*Exercise instructions*. Report all lines below with the word "улица".

Start of Stored data

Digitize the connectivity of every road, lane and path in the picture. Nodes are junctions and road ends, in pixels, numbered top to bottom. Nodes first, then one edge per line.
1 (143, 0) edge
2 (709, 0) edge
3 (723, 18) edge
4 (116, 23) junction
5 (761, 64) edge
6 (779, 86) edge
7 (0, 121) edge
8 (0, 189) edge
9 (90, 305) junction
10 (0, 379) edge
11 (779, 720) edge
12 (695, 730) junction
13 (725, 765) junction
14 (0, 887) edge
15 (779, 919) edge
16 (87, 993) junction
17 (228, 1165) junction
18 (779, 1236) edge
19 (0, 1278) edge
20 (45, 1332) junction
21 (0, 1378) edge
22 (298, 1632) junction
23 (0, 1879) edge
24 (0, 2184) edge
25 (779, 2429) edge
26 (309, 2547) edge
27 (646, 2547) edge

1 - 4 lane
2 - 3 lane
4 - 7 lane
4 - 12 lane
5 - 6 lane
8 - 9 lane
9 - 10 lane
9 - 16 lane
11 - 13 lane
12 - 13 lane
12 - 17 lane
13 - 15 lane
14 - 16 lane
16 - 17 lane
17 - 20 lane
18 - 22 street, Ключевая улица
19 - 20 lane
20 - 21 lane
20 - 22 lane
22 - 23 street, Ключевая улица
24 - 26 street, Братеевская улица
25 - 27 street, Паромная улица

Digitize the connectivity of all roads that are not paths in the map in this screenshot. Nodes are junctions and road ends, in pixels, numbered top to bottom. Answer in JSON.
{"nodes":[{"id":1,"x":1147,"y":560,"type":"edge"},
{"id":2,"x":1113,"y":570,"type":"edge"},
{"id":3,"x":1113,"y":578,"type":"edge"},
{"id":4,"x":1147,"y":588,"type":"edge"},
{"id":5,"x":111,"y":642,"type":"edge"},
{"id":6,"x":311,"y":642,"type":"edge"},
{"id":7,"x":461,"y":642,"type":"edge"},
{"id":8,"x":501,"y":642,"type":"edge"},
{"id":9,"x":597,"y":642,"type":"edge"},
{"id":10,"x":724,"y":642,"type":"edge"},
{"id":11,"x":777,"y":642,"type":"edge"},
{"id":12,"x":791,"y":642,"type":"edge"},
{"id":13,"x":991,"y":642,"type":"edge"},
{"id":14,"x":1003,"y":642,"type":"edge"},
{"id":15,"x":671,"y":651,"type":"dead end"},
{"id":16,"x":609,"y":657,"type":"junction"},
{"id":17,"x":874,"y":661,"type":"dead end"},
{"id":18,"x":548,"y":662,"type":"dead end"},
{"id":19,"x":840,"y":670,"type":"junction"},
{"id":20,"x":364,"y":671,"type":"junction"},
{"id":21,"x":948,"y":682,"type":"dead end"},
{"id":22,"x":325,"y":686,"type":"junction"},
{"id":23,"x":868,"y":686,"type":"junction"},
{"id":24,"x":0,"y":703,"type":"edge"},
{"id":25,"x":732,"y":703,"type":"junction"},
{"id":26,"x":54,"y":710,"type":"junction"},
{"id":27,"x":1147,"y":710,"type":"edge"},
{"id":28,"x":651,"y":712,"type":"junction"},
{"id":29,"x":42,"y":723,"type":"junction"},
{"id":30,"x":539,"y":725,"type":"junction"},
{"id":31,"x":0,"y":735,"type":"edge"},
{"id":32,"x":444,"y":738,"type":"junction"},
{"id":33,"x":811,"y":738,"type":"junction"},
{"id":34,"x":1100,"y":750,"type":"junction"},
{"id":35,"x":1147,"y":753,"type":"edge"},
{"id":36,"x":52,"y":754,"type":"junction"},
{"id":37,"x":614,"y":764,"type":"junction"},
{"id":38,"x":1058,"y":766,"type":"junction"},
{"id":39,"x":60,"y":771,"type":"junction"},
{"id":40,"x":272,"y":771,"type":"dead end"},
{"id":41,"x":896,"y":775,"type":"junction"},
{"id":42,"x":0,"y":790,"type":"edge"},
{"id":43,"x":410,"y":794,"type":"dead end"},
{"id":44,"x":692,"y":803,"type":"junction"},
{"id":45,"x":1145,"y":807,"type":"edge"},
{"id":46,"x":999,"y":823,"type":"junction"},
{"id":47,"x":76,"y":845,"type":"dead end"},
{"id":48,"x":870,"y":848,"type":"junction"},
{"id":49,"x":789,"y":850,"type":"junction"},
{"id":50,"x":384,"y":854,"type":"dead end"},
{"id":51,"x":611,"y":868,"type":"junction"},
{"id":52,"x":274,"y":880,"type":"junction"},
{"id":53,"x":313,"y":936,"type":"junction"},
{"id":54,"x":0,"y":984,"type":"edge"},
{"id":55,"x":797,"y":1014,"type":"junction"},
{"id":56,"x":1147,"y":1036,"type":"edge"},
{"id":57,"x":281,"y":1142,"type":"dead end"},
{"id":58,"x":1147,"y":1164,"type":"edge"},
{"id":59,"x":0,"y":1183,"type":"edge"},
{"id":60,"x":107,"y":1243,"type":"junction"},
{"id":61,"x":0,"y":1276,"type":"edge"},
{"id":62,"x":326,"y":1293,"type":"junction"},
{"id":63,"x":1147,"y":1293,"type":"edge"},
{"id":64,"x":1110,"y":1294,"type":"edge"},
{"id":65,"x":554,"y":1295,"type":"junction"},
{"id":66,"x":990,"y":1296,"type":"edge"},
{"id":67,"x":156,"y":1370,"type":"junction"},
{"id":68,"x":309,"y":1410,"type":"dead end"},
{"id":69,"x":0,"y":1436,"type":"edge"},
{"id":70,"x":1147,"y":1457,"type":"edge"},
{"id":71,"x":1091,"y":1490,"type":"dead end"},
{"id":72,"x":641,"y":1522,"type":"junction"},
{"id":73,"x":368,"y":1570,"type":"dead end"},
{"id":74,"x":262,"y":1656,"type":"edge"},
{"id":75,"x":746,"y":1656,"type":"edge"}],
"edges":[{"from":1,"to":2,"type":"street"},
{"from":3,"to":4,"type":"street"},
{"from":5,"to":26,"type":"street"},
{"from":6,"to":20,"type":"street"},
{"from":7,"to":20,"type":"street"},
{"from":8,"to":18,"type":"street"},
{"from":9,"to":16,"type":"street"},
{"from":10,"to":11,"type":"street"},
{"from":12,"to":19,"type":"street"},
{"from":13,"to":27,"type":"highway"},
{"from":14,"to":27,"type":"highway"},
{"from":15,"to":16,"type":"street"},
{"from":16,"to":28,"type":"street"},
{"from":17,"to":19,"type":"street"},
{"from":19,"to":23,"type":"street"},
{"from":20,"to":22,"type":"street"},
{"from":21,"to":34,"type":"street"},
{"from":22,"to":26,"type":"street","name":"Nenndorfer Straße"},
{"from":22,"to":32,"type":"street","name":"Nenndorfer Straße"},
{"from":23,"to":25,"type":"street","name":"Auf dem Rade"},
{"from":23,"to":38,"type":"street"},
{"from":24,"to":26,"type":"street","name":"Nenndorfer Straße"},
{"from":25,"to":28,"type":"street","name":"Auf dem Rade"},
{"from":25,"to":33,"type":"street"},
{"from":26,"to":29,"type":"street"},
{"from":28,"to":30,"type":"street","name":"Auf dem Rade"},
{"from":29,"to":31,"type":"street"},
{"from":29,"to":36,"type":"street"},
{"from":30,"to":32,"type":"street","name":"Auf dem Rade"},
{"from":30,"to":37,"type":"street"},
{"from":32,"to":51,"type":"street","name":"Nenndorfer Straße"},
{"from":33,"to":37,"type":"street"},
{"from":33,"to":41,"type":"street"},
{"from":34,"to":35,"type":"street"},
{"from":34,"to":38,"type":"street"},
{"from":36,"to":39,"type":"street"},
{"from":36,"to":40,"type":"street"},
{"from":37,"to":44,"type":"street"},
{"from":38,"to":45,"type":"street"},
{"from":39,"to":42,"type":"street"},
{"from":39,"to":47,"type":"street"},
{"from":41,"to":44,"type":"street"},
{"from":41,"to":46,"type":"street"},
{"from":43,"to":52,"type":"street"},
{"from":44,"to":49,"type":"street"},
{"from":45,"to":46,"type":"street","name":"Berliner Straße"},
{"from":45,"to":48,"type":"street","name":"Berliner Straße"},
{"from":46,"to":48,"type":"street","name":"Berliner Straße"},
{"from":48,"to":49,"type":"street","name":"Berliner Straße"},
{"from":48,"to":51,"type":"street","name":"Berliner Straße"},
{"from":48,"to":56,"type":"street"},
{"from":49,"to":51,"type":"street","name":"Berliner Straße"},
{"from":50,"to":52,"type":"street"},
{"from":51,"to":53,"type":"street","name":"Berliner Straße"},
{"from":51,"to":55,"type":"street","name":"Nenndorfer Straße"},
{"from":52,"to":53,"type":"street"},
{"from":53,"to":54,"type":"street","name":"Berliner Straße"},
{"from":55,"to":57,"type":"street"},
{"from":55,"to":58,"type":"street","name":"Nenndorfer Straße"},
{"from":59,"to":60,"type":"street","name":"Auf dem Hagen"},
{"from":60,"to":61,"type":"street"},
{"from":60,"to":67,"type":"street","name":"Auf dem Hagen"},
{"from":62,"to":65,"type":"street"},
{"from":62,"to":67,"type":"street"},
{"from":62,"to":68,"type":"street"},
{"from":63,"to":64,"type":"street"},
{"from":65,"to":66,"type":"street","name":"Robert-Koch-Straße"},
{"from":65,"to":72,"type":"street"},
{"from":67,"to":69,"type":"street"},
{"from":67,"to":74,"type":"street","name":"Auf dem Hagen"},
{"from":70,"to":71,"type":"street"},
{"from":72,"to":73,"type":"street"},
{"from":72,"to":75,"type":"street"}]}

End of Stored data

*Response to this exercise*.
18 - 22 street, Ключевая улица
22 - 23 street, Ключевая улица
24 - 26 street, Братеевская улица
25 - 27 street, Паромная улица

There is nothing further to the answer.